| EXERCISE DETAILS |
Repeat exactly the lines below that lie between the line with "Extract the road graph of this" and the line with "Write the network", counting both of those lines as part of the answer.

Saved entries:

===

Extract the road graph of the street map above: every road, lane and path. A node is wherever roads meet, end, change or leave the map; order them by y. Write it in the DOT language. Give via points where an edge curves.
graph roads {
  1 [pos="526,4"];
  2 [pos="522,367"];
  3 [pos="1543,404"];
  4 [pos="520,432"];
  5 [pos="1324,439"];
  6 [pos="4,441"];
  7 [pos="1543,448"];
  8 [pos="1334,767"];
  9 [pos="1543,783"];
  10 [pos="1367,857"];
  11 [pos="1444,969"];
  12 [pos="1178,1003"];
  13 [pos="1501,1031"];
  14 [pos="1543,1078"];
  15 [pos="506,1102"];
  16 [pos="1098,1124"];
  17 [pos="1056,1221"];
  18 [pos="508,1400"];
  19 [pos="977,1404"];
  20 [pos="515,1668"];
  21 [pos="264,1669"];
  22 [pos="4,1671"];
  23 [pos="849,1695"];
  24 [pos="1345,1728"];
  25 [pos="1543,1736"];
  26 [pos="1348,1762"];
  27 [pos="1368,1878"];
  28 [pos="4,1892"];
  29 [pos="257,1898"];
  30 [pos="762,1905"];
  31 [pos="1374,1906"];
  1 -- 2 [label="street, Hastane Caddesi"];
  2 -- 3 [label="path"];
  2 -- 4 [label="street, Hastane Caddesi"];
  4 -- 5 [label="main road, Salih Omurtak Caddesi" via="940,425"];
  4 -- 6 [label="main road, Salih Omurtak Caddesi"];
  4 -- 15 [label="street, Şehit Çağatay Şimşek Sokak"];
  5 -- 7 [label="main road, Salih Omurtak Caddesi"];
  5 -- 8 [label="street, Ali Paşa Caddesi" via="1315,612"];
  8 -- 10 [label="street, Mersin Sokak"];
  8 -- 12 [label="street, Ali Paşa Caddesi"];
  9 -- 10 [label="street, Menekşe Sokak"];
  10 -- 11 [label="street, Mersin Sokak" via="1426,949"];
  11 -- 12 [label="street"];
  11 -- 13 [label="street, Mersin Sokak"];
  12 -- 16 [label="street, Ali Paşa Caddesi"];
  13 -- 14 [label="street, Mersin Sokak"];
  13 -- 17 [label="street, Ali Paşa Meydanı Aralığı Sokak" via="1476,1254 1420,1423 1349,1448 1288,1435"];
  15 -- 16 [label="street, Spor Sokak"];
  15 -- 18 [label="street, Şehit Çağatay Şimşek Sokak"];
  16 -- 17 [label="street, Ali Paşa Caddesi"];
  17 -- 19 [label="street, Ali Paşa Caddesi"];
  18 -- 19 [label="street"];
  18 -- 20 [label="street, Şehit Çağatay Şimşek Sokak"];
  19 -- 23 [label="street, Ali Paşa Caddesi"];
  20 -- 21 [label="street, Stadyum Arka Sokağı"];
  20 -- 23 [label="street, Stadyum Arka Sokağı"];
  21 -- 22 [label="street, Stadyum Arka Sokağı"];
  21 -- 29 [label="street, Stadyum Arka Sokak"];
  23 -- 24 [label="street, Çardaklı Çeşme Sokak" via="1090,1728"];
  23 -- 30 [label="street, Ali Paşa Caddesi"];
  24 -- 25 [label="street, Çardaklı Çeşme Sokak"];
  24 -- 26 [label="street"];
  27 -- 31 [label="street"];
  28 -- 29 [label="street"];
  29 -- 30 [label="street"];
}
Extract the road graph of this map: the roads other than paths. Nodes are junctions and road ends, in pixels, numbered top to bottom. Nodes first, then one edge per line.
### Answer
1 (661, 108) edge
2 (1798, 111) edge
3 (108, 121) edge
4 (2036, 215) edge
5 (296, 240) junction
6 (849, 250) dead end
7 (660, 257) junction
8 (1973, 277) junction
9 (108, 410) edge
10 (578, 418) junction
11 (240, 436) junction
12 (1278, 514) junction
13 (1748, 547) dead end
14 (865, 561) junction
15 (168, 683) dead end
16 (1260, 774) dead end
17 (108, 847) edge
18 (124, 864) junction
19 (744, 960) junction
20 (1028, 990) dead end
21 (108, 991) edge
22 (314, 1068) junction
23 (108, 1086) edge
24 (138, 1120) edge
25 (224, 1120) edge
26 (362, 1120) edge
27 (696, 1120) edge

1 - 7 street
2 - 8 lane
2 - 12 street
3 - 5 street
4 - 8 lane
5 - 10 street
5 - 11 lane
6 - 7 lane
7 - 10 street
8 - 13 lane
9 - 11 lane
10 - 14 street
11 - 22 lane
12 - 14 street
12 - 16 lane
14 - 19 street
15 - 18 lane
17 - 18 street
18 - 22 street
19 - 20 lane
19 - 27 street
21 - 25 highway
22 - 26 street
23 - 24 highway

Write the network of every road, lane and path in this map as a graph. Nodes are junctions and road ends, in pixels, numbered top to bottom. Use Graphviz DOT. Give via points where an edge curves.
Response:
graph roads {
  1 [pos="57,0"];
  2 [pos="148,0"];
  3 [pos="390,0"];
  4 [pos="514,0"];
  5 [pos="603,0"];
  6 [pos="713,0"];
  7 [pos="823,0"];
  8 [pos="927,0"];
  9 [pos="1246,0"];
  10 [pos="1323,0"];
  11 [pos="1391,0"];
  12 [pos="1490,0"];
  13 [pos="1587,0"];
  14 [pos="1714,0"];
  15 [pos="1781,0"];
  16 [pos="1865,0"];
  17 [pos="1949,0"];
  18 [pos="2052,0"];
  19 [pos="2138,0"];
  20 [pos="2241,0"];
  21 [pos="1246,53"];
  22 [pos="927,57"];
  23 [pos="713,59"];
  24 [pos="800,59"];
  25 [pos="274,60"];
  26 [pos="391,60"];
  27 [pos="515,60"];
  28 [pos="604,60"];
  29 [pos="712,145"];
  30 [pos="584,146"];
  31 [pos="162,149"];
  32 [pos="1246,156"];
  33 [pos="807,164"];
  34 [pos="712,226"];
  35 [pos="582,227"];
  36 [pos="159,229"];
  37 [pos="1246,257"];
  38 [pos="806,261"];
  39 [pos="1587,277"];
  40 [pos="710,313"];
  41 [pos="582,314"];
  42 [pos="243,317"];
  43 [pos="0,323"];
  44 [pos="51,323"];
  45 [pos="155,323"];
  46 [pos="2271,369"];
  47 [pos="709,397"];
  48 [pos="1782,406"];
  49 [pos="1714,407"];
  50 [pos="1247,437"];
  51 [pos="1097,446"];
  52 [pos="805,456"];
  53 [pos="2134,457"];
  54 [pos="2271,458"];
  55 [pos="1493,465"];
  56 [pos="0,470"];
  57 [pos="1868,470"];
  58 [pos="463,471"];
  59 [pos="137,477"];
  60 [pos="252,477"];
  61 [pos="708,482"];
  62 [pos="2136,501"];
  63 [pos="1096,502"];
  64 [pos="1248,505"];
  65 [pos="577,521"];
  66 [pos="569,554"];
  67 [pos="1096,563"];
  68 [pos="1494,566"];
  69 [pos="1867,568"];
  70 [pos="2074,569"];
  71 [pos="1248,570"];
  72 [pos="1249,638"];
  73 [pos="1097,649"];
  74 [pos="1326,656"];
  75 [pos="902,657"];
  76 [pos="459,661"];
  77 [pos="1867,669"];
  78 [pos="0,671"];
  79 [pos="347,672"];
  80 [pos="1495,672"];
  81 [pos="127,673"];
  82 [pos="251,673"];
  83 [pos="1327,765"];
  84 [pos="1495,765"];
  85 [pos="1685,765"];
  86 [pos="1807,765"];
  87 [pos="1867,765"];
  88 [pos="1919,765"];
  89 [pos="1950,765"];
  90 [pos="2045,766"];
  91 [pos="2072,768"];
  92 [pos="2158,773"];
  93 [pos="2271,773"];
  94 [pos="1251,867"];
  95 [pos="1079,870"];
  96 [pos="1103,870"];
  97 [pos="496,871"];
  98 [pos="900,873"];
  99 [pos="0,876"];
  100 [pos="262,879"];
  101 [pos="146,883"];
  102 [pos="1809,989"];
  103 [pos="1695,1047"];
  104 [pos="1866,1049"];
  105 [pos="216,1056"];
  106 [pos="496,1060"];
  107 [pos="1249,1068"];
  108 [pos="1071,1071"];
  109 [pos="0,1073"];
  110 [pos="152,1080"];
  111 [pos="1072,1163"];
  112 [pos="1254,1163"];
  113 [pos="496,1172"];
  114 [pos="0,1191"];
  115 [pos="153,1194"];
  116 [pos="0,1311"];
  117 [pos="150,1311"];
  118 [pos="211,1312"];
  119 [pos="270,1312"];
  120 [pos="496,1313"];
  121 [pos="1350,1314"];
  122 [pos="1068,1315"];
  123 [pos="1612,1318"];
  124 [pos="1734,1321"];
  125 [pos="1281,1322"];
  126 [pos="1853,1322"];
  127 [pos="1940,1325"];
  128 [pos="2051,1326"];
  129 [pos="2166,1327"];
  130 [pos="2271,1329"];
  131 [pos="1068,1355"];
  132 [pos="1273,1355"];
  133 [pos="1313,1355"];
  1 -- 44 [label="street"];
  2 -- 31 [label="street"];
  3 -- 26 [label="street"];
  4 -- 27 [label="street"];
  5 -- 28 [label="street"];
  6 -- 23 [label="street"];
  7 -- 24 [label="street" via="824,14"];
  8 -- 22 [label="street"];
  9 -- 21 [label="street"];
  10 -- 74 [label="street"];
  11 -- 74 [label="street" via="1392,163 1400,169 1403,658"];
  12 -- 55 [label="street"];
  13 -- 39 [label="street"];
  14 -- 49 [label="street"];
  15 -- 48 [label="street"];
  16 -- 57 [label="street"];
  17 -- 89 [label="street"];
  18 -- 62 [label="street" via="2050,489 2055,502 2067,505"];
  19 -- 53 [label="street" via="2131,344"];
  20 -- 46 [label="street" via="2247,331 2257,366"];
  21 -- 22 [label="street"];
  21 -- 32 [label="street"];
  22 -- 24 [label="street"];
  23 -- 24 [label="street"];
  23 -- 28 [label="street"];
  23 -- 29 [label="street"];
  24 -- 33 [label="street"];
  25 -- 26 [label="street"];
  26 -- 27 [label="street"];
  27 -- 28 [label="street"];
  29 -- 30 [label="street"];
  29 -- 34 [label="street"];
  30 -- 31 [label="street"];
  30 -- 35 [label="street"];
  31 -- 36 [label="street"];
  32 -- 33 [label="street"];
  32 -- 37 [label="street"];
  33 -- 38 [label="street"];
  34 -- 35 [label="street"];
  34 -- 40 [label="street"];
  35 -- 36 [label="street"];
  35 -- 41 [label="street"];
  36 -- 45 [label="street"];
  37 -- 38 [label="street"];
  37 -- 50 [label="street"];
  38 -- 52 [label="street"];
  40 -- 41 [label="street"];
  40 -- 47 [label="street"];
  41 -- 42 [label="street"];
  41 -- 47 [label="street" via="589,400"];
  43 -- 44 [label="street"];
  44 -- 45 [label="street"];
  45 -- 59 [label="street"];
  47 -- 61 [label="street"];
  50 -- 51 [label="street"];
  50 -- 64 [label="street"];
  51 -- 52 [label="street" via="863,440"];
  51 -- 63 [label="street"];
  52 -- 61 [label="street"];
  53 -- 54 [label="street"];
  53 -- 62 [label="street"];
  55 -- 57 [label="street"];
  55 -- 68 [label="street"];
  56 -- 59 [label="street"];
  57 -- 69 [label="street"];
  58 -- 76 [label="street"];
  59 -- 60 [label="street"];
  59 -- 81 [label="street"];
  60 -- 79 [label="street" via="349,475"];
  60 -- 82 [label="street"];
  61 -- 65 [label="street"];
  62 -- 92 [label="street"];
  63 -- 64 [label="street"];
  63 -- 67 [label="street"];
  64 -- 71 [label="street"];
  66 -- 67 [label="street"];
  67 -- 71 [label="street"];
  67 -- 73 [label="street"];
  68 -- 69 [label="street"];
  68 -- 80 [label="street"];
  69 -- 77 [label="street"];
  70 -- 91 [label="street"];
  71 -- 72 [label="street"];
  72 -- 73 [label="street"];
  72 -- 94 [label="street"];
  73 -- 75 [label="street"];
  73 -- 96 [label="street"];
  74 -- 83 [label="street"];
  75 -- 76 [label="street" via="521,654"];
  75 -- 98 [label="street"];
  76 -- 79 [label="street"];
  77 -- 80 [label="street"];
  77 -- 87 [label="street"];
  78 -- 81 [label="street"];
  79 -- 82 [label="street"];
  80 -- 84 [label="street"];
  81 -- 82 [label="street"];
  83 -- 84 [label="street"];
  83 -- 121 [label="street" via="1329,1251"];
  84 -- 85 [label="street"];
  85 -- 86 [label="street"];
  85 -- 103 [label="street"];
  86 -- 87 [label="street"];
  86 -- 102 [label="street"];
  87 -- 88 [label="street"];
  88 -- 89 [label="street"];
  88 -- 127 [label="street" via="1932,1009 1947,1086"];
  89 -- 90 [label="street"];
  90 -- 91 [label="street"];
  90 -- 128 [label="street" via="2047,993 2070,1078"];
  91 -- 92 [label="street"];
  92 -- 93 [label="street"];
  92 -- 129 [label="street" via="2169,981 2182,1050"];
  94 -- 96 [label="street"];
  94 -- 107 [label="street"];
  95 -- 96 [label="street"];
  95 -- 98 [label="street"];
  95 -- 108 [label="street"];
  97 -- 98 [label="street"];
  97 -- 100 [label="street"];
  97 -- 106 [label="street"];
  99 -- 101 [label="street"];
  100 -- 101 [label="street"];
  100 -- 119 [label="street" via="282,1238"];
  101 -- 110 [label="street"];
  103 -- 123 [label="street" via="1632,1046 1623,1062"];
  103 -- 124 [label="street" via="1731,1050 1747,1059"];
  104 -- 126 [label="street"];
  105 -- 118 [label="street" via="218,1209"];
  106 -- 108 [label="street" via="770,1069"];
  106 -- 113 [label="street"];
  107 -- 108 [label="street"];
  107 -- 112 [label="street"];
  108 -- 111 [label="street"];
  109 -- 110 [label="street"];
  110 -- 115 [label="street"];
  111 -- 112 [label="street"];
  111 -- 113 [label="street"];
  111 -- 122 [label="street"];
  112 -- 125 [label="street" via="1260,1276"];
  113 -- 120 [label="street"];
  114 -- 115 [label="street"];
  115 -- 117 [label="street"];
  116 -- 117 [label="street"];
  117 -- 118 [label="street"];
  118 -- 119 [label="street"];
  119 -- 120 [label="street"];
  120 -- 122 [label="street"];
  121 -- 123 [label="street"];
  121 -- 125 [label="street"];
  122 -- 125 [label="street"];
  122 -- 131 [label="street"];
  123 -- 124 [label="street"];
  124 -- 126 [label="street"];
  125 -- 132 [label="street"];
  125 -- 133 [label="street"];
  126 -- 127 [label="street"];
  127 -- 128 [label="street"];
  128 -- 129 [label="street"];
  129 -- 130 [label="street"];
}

===

| ANSWER FOR THE TASK |
Extract the road graph of this map: the roads other than paths. Nodes are junctions and road ends, in pixels, numbered top to bottom. Nodes first, then one edge per line.
### Answer
1 (661, 108) edge
2 (1798, 111) edge
3 (108, 121) edge
4 (2036, 215) edge
5 (296, 240) junction
6 (849, 250) dead end
7 (660, 257) junction
8 (1973, 277) junction
9 (108, 410) edge
10 (578, 418) junction
11 (240, 436) junction
12 (1278, 514) junction
13 (1748, 547) dead end
14 (865, 561) junction
15 (168, 683) dead end
16 (1260, 774) dead end
17 (108, 847) edge
18 (124, 864) junction
19 (744, 960) junction
20 (1028, 990) dead end
21 (108, 991) edge
22 (314, 1068) junction
23 (108, 1086) edge
24 (138, 1120) edge
25 (224, 1120) edge
26 (362, 1120) edge
27 (696, 1120) edge

1 - 7 street
2 - 8 lane
2 - 12 street
3 - 5 street
4 - 8 lane
5 - 10 street
5 - 11 lane
6 - 7 lane
7 - 10 street
8 - 13 lane
9 - 11 lane
10 - 14 street
11 - 22 lane
12 - 14 street
12 - 16 lane
14 - 19 street
15 - 18 lane
17 - 18 street
18 - 22 street
19 - 20 lane
19 - 27 street
21 - 25 highway
22 - 26 street
23 - 24 highway

Write the network of every road, lane and path in this map as a graph. Nodes are junctions and road ends, in pixels, numbered top to bottom. Use Graphviz DOT. Give via points where an edge curves.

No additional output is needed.